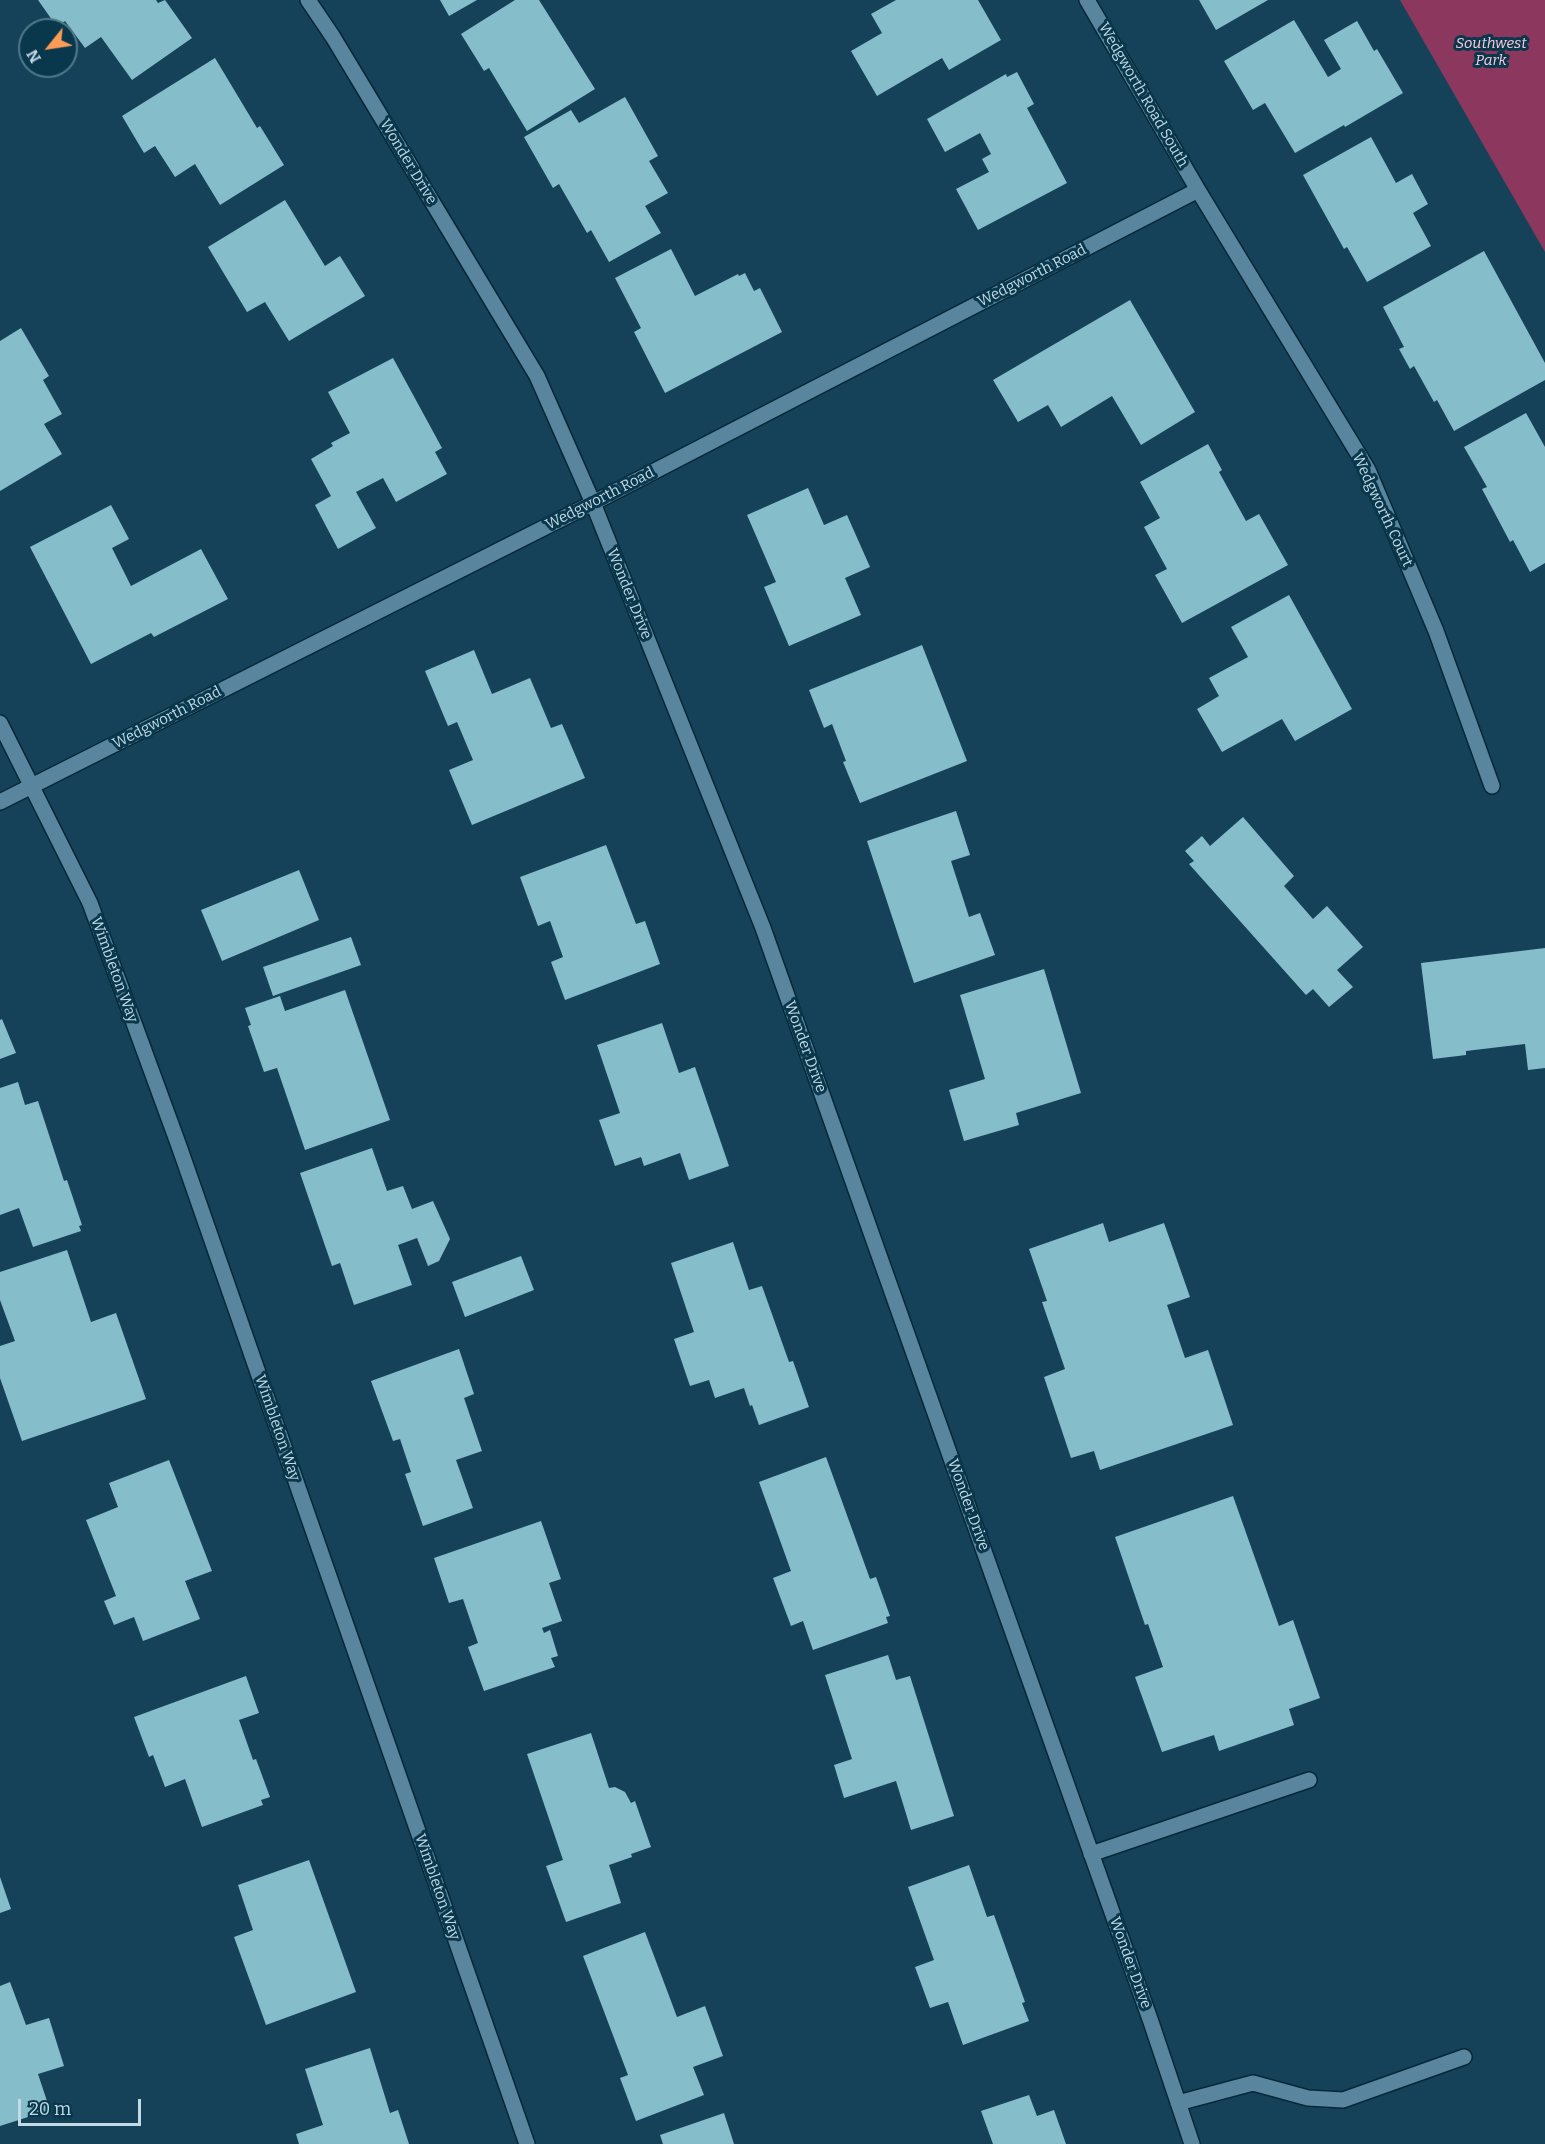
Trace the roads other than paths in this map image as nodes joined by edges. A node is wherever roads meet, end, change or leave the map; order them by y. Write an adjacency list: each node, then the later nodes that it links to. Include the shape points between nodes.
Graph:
1 (308, 0): 4 (street, Wonder Drive, via 537,376)
2 (1087, 0): 3 (street, Wedgworth Road South)
3 (1198, 190): 4 (street, Wedgworth Road); 7 (street, Wedgworth Court, via 1368,470 1436,631)
4 (593, 503): 6 (street, Wedgworth Road); 10 (street, Wonder Drive, via 763,928)
5 (0, 723): 6 (street, Wimbleton Way)
6 (31, 786): 8 (street, Wedgworth Road); 13 (street, Wimbleton Way, via 90,903 179,1146)
7 (1492, 786)
8 (0, 802)
9 (1309, 1780): 10 (street)
10 (1091, 1854): 12 (street, Wonder Drive)
11 (1464, 2057): 12 (street, via 1343,2100 1308,2098 1253,2083)
12 (1179, 2103): 14 (street, Wonder Drive)
13 (527, 2144)
14 (1192, 2144)

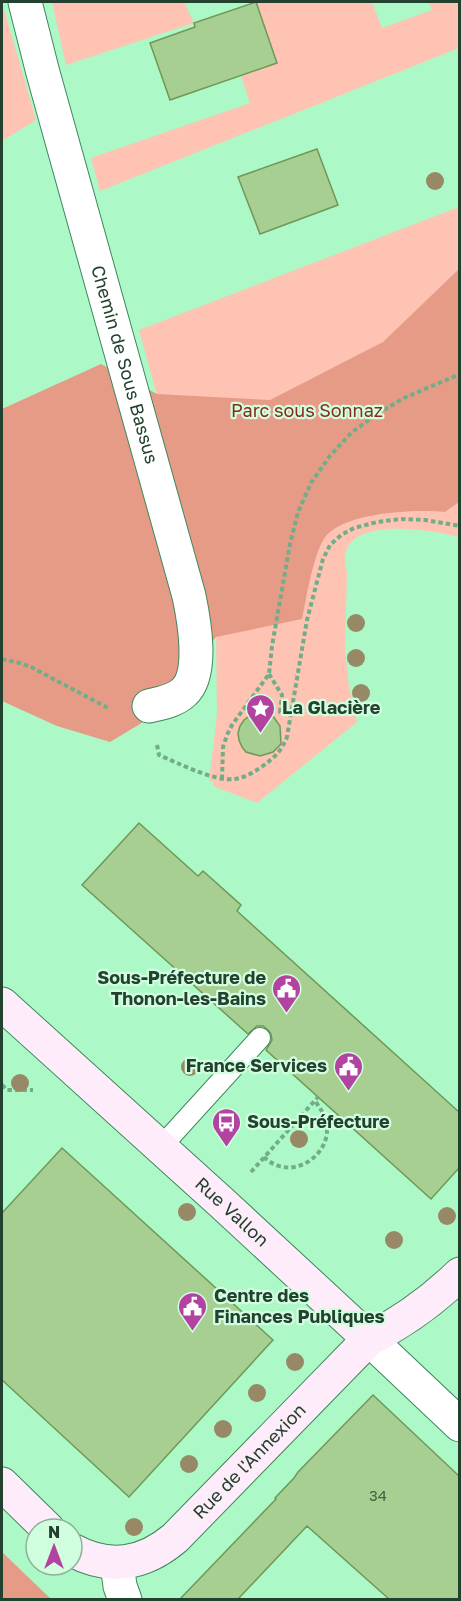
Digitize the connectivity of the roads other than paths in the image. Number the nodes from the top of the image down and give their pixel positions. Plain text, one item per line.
1 (25, 2) edge
2 (149, 706) road end
3 (2, 1004) edge
4 (260, 1038) dead end
5 (160, 1148) junction
6 (459, 1274) edge
7 (369, 1339) junction
8 (459, 1425) edge
9 (2, 1484) edge
10 (36, 1517) edge
11 (84, 1556) edge
12 (117, 1563) junction
13 (125, 1599) edge

1 - 2 street, Chemin de Sous Bassus
3 - 5 street, Rue Vallon
4 - 5 lane
5 - 7 street, Rue Vallon
6 - 7 street, Rue de l'Annexion
7 - 8 street, Rue Vallon
7 - 12 street, Rue de l'Annexion
9 - 10 street
11 - 12 street
12 - 13 street

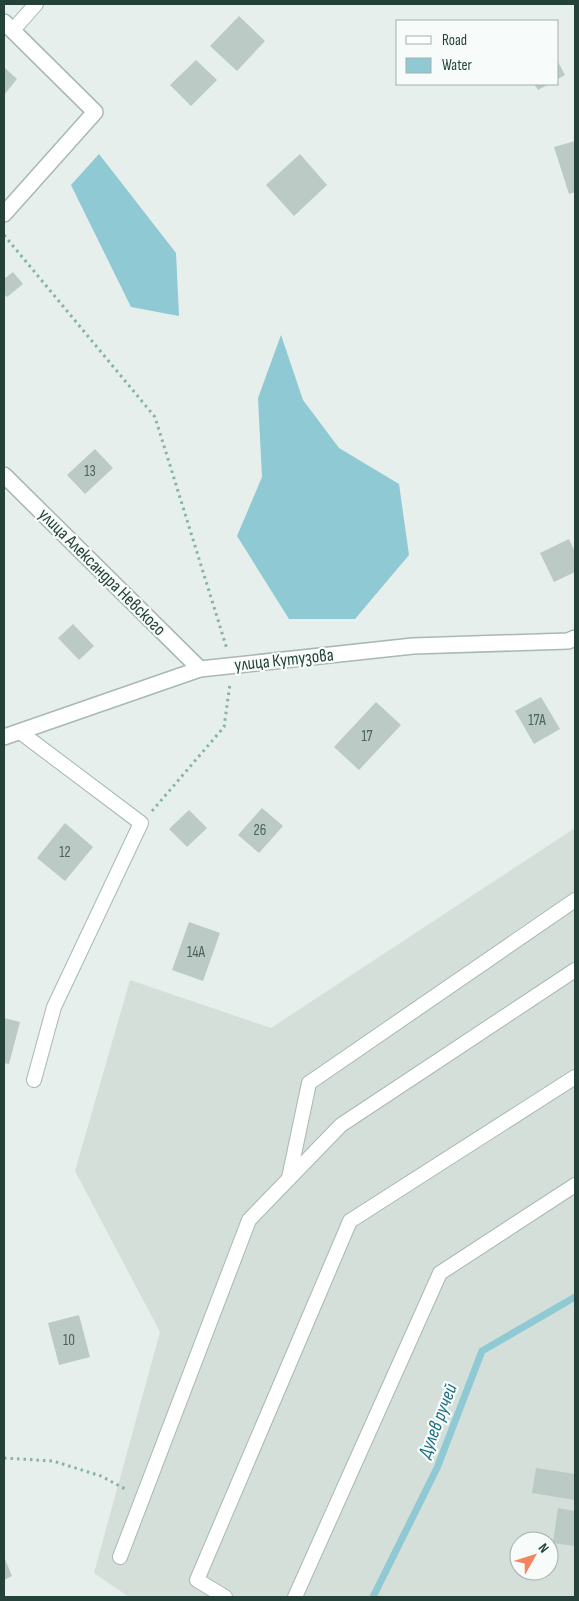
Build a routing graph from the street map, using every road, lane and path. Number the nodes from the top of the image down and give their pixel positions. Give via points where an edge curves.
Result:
1 (36, 4) edge
2 (9, 26) edge
3 (4, 214) edge
4 (4, 235) edge
5 (4, 475) edge
6 (575, 638) edge
7 (232, 666) junction
8 (200, 669) junction
9 (20, 732) junction
10 (4, 737) edge
11 (141, 824) junction
12 (575, 900) edge
13 (575, 970) edge
14 (575, 1077) edge
15 (34, 1080) dead end
16 (289, 1179) junction
17 (575, 1185) edge
18 (4, 1458) edge
19 (142, 1498) junction
20 (120, 1557) dead end
21 (225, 1597) edge
22 (295, 1597) edge

1 - 2 lane
2 - 3 street via 95,112
4 - 7 path via 155,417
5 - 8 street, улица Александра Невского
6 - 7 street, улица Кутузова via 568,641 413,646
7 - 8 street, улица Кутузова
7 - 11 path via 224,727
8 - 9 street, улица Кутузова
9 - 10 street, улица Кутузова
9 - 11 lane
11 - 15 lane via 54,1007
12 - 16 lane via 309,1083
13 - 16 lane via 341,1125
14 - 21 lane via 350,1221 197,1580
16 - 19 lane via 249,1220
17 - 22 lane via 440,1273
18 - 19 path via 53,1461 101,1476
19 - 20 lane

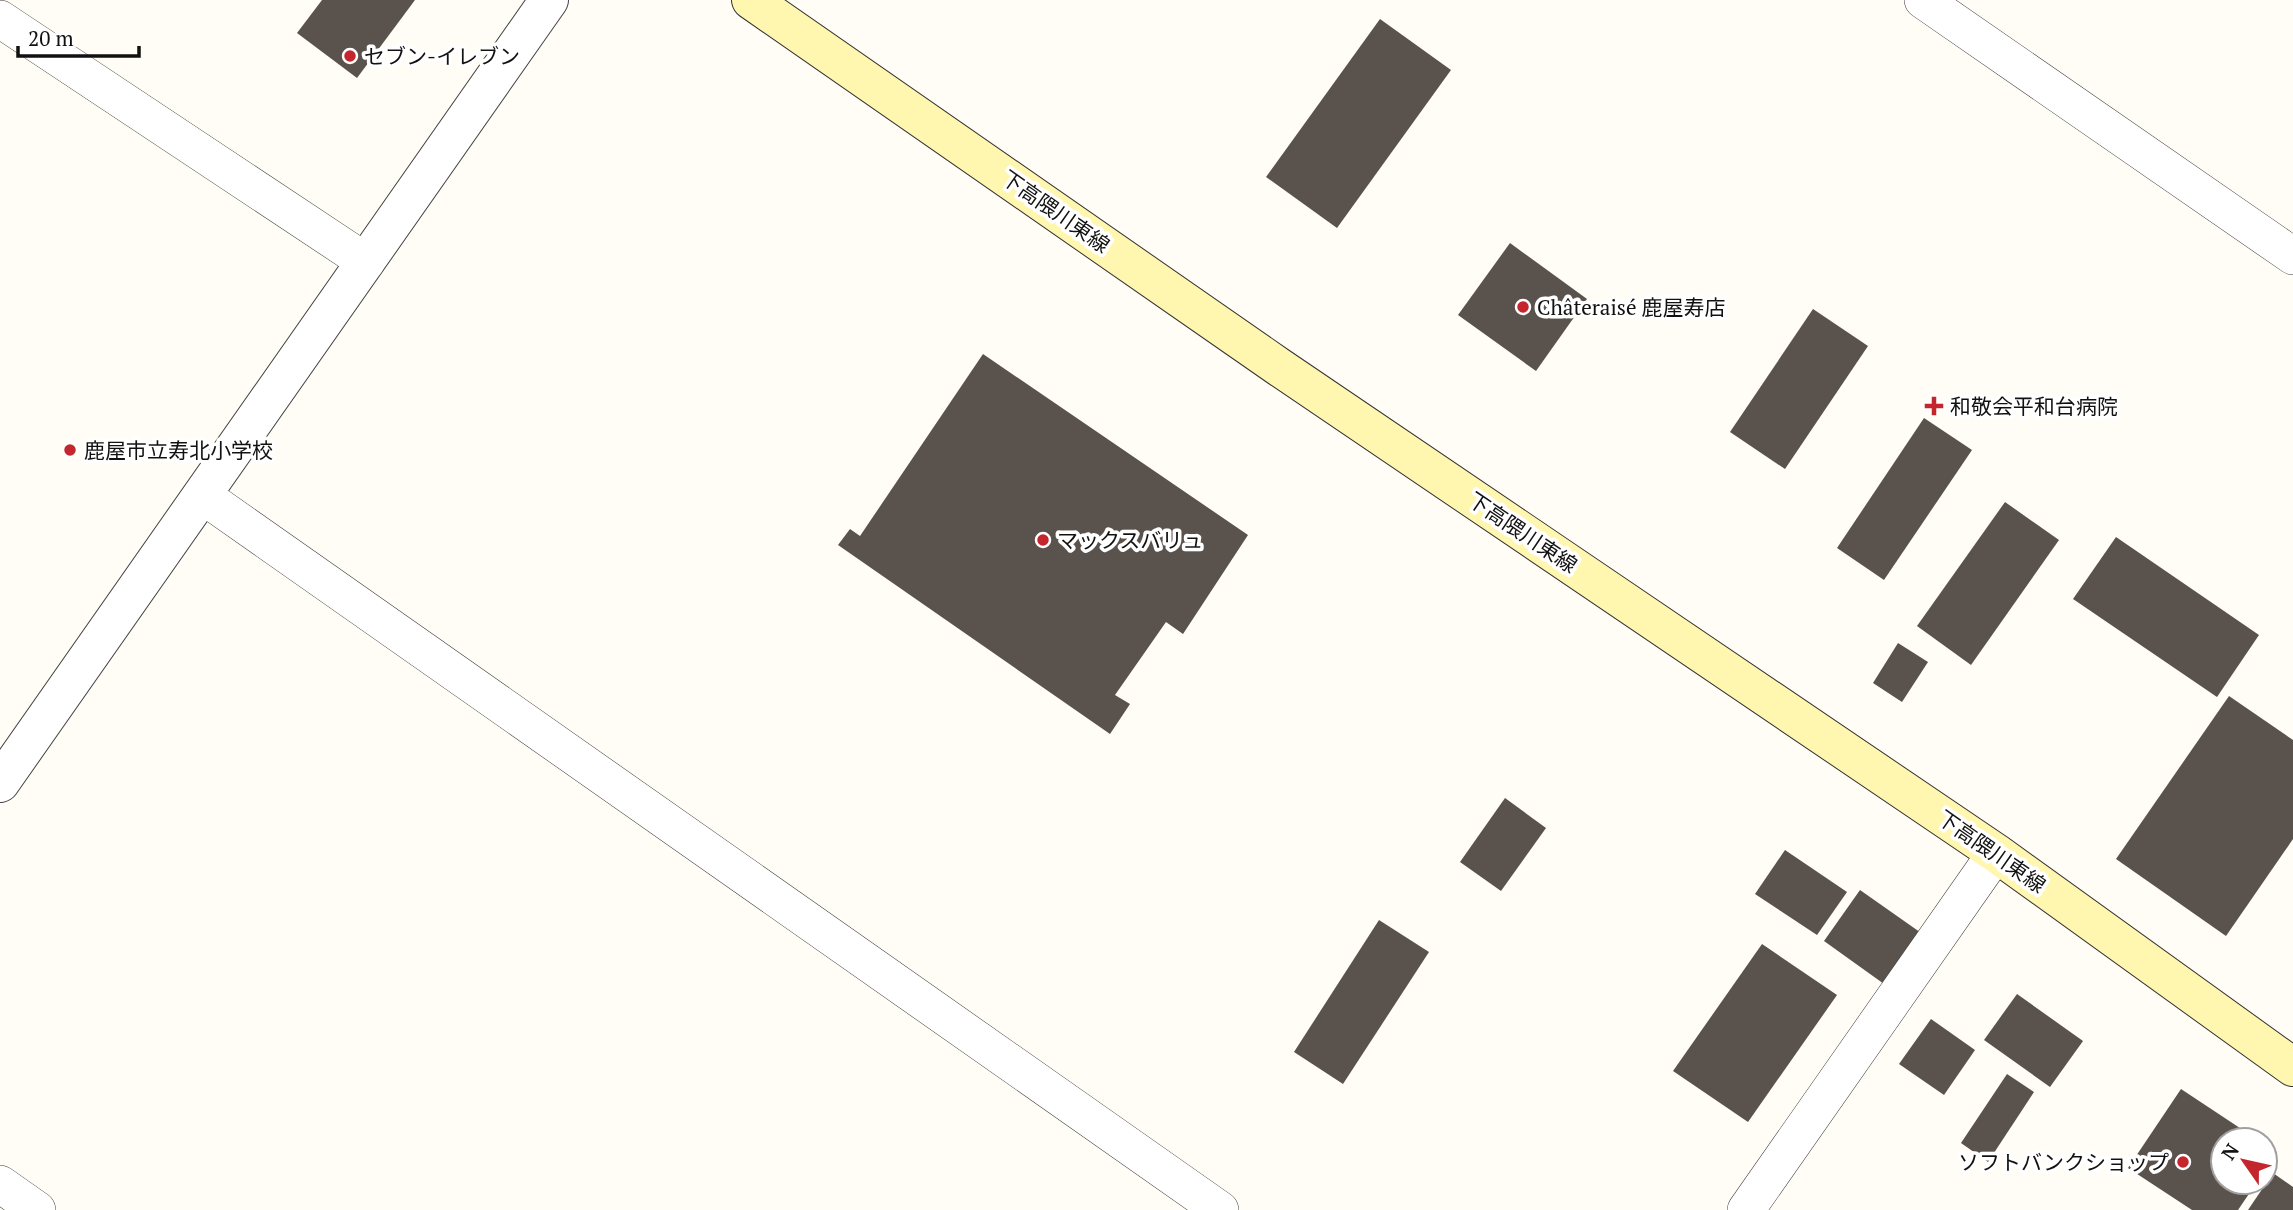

###

### What you will do
If a line holds the string "points", it counts; please state how many such lines there are in the data, with nothing more.

### Answer to the exercise
2